Frankreich hat jetzt schwarz auf weiß, wie sehr seine vielzitierte "exception culturelle", also das französische Schutzsystem für heimische Filme und Serien, inzwischen auf US-Geld baut. Der neue Arcom-Bericht (Medien- und Regulierungsbehörde Frankreichs) für 2024 weist 1,61 Milliarden Euro verpflichtende Investitionen in französische Produktionen aus, ein Plus von 1,5 Prozent. Das Wachstum kommt ausschließlich von den Plattformen: 397 Millionen Euro, plus 18 Prozent. Die linearen Sender fahren ihre Beiträge erstmals leicht zurück (–3 Prozent), bleiben mit rund drei Vierteln zwar Hauptfinanzier, verlieren aber sichtbar an Zugkraft. An der Spitze steht Netflix: 220 Millionen Euro für französische Serien und Shows, plus 26 Prozent – das sind 69 Prozent aller Plattform-Mittel und 19 Prozent aller Ausgaben insgesamt. Im Kino dominiert zwar weiter Canal+, doch auch hier ist Netflix der wichtigste Streaming-Finanzier französischer Filme. Auf dem Papier funktioniert das System: rund 20 Prozent Umsatzpflicht, 93 Prozent der Investitionen in französischsprachige Originale, 85 Prozent in Erstausstrahlungen, 73 Prozent in unabhängige Produzenten. Kulturpolitisch bleibt die IP in Frankreich, industriepolitisch wandert ein Teil der Drehtage und Wertschöpfung aber trotzdem ins Ausland. Der Arcom-Bericht ist damit beides: Erfolgsbilanz und Warnsignal. Frankreich sichert ein hohes Produktionsvolumen ab, in einer Phase, in der klassische Sender schwächeln. Gleichzeitig macht sich das Land strukturell abhängig von der Investitionslaune börsennotierter US-Konzerne. Die "exception culturelle" lebt, wird aber zunehmend von denen mitfinanziert, vor denen sie ursprünglich schützen sollte.

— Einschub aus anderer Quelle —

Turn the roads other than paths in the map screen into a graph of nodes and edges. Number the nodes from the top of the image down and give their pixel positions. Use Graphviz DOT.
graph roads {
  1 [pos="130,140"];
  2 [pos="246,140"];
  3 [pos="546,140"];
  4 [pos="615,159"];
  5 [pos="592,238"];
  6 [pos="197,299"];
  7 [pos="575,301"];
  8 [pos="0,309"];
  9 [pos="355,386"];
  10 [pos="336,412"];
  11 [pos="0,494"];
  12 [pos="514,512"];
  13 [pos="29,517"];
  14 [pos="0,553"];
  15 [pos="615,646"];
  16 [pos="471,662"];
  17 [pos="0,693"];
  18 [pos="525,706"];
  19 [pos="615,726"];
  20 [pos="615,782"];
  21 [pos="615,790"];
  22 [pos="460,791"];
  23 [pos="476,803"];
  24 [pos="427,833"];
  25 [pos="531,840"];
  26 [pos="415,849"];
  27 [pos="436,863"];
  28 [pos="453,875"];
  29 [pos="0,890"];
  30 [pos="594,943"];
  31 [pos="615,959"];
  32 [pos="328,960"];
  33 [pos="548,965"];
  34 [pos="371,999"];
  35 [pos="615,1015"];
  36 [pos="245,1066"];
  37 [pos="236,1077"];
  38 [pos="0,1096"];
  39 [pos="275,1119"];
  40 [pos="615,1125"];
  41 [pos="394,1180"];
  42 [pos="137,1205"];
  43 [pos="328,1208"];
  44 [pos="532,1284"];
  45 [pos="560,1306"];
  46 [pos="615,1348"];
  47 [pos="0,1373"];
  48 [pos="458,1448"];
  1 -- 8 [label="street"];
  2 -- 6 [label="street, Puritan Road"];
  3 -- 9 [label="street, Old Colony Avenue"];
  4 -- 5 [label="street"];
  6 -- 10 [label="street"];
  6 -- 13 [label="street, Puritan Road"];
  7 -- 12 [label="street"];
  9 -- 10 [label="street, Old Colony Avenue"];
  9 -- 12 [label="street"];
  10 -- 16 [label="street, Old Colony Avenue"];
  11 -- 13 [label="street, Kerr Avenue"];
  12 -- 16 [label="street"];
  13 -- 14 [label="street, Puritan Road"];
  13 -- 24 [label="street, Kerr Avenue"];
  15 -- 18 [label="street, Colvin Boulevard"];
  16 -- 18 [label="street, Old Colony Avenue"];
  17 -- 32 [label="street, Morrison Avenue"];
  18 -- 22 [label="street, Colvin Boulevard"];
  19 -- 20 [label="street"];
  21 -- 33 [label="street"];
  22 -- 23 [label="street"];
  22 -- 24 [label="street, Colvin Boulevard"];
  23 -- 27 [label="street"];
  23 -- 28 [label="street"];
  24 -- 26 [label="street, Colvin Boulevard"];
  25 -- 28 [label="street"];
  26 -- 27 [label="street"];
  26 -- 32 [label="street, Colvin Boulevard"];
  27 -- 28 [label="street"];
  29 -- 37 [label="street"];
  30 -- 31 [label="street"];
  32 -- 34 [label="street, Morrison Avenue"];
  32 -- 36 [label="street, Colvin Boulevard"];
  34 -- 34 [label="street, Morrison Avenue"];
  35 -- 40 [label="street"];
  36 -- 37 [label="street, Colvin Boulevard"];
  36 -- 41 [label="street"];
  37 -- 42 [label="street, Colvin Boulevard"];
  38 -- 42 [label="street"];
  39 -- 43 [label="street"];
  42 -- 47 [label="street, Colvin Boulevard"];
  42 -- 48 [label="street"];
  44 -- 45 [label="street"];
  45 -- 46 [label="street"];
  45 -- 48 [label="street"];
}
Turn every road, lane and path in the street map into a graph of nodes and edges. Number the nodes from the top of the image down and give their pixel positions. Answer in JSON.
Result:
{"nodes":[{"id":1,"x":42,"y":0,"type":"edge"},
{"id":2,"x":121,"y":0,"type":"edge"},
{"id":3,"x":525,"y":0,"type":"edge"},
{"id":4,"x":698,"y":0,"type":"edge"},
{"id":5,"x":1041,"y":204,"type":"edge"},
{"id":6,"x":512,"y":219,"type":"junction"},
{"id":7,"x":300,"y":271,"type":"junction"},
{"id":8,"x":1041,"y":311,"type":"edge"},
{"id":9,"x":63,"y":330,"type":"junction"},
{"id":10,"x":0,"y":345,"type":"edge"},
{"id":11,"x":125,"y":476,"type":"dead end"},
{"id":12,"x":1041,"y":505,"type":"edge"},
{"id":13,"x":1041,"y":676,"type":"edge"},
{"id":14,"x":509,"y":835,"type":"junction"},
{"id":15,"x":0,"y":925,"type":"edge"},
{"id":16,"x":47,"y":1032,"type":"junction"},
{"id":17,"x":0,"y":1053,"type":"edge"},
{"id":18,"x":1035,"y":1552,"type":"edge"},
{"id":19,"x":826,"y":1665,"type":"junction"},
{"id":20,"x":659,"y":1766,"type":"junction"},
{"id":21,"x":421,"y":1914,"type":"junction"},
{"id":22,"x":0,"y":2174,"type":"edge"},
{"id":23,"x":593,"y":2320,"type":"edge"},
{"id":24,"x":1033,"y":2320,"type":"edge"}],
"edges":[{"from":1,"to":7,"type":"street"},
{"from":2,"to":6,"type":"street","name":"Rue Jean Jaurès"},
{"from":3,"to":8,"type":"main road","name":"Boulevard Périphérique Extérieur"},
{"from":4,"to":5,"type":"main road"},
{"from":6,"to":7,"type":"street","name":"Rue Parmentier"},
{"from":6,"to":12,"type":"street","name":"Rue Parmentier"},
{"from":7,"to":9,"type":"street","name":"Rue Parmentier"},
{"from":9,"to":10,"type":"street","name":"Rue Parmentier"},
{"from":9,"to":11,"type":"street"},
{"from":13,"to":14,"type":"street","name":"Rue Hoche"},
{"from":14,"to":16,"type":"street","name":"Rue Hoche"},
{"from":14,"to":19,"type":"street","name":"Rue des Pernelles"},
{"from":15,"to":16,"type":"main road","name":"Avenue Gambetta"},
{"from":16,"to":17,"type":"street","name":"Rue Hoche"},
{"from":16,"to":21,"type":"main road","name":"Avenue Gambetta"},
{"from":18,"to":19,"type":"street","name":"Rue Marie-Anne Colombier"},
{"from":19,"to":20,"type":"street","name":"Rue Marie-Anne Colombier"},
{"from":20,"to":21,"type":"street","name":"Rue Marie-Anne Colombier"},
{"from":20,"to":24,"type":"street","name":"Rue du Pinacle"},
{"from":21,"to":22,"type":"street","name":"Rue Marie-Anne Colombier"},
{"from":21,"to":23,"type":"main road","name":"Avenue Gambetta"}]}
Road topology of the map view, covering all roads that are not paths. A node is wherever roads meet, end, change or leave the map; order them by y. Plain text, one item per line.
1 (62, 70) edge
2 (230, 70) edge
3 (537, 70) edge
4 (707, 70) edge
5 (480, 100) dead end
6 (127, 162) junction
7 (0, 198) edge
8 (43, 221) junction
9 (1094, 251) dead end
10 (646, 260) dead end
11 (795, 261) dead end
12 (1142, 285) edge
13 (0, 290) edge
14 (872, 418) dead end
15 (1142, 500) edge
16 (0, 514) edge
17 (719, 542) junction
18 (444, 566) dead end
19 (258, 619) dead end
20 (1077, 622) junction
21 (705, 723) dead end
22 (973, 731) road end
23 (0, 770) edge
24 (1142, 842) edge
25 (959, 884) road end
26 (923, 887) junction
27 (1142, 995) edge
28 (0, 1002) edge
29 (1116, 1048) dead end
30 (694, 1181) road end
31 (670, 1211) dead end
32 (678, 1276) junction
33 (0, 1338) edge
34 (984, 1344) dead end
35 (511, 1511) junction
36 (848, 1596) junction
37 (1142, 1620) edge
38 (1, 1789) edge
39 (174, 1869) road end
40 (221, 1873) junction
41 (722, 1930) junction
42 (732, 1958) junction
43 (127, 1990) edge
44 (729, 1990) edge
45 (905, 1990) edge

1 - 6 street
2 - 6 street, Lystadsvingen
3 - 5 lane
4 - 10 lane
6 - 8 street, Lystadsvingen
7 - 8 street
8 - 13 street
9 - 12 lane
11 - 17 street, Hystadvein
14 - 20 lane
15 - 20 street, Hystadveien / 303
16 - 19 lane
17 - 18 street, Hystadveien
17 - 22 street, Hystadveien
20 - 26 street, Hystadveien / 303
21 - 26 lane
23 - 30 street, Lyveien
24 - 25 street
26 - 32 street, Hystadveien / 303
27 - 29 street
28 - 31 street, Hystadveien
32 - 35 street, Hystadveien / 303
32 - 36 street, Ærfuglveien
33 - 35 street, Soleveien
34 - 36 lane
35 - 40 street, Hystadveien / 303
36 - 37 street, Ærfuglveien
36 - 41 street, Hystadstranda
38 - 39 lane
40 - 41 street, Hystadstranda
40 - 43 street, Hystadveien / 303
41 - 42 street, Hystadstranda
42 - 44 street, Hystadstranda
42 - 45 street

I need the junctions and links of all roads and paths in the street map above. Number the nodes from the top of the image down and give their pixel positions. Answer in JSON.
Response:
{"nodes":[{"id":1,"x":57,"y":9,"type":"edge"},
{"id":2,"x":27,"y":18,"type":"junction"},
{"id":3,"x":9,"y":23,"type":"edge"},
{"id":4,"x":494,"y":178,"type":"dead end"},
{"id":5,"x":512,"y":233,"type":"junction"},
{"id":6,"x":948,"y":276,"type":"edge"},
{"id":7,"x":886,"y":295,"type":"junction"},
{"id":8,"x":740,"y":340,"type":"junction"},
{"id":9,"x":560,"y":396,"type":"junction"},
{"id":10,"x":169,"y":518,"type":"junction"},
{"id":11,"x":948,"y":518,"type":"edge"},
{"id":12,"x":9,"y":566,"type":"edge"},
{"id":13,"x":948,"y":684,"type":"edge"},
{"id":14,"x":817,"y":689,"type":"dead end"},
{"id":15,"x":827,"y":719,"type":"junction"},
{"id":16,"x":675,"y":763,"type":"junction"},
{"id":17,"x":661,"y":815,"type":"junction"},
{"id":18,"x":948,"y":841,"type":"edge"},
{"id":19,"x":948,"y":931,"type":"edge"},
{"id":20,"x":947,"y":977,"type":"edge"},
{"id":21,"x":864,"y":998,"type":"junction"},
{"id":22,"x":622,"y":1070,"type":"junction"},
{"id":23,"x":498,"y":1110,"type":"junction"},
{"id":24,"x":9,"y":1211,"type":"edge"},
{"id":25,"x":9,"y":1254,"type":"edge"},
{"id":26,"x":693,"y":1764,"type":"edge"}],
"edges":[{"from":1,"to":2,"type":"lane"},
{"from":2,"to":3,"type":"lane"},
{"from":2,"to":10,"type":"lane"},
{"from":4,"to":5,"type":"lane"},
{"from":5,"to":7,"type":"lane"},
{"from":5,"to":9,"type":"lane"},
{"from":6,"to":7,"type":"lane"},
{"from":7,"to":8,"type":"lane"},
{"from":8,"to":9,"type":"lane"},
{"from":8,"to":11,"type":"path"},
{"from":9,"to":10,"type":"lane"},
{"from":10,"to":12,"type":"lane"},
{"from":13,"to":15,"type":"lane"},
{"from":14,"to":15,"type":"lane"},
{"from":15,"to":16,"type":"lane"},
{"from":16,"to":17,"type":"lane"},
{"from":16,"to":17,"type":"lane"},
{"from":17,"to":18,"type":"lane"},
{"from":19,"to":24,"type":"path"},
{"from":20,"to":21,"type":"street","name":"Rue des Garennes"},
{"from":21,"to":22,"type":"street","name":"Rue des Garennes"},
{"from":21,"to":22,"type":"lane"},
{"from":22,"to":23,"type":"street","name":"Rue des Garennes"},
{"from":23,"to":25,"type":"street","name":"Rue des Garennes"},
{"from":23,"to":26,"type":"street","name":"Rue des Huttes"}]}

Und über welche Kinofilm-Kampagne habe ich sehr gelacht?
Timothée Chalamet verkauft seinen neuen Film "Marty Supreme" mit einem Anti-Werbespot, einem 18-minütigen Zoom-Call, in dem am Anfang gefühlt nichts passiert. Smalltalk, Tonprobleme, falscher Screen-Share, alles so trocken inszeniert, dass es weh tut. Und gerade deshalb ist es brillant. Statt Hochglanz-Trailer sehen wir einen Marketing-Call, wie es sie viele gibt: ein Star monologisiert, ein Team nickt. Chalamet spielt den überkreativen "Internal Marketing Guy", der sich in eigenen Buzzwords verliert. Er "fruitionized" die Kampagne, spricht von "culmination" und "integration", will Marty auf der Wheaties-Packung, einen "Blimp" (Luftschiff), der Ping-Pong-Bälle regnen lässt, die Freiheitsstatue und den Eiffelturm in Hardcore-Orange. Zwischendurch wagen ein, zwei Leute höfliche Bedenken – zu gefährlich, zu wild, zu teuer – und werden in Sekunden wieder plattgemacht. Man spürt die Cringe-Spannung im Call. Alle wissen, dass das BS ist, aber niemand traut sich, dem Star wirklich zu widersprechen. Für die Zweifler, glaubt mir, es gibt genau solche Meetings, ich war in zig davon. Das eigentlich Spannende: Diese Kampagne durchdringt die Kultur, obwohl sie jeder Mobile-Logik widerspricht. 18 Minuten Laufzeit, horizontales Bild, kein schneller Hook, die ersten Minuten "passiert" nichts. Und doch sprechen Marketer, Medien und Memes darüber. Der Spot ist Werbung für einen Film und gleichzeitig eine schonungslose Satire auf unser eigenes Meeting-Theater. Mein Take: Wenn eine Idee so nah an einer gelebten Wahrheit und so konsequent im Format gedacht ist, darf sie alle Regeln brechen. Dann reicht ein einziger Zoom-Call, um mehr Wirkung zu entfalten als der schönste Trailer.